▶ PROBLEM TO WORK ON
Using the listing below, keep only the lines with the word "pixels" and copy them.

============

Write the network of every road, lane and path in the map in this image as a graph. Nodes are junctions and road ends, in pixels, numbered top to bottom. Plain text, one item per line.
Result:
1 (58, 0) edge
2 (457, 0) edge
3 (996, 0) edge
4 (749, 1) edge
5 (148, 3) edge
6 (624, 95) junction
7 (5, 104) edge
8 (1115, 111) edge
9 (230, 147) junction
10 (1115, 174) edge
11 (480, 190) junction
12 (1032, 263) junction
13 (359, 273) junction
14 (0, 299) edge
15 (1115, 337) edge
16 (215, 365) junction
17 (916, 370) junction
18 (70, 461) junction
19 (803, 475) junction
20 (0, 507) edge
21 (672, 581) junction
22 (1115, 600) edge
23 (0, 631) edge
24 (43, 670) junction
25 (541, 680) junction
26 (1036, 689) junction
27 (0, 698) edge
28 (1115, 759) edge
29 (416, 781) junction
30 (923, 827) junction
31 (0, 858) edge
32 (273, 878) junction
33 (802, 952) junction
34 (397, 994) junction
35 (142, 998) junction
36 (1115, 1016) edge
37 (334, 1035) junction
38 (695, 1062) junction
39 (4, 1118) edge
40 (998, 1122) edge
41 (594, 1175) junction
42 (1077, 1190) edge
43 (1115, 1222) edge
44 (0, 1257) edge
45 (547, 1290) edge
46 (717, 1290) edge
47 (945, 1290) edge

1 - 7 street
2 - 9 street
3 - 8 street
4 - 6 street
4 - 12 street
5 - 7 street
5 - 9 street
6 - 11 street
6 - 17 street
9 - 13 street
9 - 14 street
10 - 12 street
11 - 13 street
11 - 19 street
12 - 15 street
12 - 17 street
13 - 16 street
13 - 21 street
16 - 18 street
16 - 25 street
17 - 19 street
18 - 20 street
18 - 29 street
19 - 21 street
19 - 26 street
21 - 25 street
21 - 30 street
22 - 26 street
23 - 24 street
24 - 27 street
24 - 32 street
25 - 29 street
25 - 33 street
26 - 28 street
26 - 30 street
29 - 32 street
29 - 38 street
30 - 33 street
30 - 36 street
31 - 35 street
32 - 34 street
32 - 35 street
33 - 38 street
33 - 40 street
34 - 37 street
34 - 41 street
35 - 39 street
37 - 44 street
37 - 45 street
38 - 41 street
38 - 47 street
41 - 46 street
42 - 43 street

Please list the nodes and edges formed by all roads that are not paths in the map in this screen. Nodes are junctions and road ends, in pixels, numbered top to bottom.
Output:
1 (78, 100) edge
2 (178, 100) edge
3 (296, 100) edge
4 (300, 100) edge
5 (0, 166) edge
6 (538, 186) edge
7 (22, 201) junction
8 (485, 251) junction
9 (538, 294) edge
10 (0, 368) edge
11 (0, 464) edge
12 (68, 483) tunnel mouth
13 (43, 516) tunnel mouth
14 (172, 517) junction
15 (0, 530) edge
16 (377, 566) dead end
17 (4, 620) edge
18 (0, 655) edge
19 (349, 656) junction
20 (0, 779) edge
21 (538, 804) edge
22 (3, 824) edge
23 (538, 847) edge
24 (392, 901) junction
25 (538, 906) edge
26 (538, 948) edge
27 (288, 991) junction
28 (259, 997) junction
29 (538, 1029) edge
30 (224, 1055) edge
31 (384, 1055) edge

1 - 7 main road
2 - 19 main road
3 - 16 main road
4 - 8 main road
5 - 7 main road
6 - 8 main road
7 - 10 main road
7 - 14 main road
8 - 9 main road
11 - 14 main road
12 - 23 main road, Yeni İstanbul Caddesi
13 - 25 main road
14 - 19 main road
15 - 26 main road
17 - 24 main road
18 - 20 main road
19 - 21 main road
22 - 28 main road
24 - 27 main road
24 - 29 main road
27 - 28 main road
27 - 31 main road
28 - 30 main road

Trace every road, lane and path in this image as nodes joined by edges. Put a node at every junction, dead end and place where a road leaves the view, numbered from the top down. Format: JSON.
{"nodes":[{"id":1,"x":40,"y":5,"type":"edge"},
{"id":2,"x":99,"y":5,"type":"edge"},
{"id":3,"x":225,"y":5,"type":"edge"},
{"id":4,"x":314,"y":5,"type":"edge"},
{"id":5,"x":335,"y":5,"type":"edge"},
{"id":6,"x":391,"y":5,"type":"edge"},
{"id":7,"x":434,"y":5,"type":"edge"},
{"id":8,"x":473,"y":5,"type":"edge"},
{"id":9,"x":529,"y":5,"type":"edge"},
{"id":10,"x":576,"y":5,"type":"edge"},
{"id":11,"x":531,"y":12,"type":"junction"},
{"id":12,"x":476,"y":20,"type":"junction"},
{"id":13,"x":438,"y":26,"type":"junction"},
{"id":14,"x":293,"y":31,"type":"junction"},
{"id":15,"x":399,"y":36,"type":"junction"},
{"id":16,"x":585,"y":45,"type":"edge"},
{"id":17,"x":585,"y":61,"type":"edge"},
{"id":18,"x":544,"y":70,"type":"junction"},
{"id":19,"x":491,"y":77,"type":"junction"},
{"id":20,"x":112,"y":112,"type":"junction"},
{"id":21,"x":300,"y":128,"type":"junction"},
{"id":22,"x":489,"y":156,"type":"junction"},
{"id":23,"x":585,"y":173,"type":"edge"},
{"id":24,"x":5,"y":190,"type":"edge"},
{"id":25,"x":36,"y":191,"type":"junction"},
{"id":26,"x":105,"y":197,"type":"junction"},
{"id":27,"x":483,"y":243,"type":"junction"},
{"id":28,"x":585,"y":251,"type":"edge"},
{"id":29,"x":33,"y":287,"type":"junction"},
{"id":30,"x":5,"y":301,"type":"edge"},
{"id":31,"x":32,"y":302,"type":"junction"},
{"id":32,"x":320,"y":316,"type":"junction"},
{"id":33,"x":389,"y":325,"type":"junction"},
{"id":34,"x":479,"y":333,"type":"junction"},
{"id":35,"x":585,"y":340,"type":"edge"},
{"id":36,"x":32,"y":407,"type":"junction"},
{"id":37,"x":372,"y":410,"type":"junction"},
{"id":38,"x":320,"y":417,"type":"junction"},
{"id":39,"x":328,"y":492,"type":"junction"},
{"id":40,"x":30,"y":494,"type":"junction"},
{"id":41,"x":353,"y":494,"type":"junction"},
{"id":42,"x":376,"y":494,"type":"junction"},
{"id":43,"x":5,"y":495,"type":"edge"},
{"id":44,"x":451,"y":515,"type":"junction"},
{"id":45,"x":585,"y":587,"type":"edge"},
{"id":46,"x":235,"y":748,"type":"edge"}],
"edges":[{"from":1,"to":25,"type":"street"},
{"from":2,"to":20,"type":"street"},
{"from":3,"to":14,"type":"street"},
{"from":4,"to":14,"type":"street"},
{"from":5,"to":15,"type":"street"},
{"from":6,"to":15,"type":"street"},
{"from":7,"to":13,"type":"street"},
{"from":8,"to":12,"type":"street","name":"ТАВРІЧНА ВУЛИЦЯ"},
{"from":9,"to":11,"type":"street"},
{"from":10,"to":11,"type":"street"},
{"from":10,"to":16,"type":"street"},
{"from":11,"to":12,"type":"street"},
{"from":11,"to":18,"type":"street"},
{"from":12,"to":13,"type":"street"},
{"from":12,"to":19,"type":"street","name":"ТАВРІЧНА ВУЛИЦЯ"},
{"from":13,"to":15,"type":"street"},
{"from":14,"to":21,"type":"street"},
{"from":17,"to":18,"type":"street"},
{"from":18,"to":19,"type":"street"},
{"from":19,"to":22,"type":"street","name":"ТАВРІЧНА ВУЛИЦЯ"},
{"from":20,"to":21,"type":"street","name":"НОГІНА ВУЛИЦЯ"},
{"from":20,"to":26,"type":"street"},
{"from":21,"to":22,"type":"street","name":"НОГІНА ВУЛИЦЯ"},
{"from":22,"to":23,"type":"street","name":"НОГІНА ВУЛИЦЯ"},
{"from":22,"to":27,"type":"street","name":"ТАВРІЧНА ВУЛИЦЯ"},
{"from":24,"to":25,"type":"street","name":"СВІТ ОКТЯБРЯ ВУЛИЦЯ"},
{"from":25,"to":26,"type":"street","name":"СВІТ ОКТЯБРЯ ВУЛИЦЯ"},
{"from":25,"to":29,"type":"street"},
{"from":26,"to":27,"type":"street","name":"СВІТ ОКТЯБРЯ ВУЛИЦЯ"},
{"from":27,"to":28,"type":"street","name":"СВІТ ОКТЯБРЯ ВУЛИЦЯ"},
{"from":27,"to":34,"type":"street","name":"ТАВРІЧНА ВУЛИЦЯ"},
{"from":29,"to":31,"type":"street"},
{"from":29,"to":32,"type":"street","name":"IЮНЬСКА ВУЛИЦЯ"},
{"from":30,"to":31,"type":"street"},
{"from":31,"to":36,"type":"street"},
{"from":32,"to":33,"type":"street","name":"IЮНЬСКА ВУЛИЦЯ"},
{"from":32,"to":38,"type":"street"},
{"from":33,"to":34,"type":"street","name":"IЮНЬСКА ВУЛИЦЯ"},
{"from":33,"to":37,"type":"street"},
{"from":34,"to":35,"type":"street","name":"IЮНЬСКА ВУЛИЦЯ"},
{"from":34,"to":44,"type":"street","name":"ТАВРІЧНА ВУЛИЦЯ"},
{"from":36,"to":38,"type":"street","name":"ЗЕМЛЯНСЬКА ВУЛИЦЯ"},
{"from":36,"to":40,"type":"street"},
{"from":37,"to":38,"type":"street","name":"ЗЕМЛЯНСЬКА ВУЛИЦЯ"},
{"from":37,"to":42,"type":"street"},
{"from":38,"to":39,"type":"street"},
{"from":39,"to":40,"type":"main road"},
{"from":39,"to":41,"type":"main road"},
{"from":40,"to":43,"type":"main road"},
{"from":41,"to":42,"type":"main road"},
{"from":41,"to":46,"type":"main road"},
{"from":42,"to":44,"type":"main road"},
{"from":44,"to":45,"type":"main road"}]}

============

▶ FINISHED TASK
Write the network of every road, lane and path in the map in this image as a graph. Nodes are junctions and road ends, in pixels, numbered top to bottom. Plain text, one item per line.
Please list the nodes and edges formed by all roads that are not paths in the map in this screen. Nodes are junctions and road ends, in pixels, numbered top to bottom.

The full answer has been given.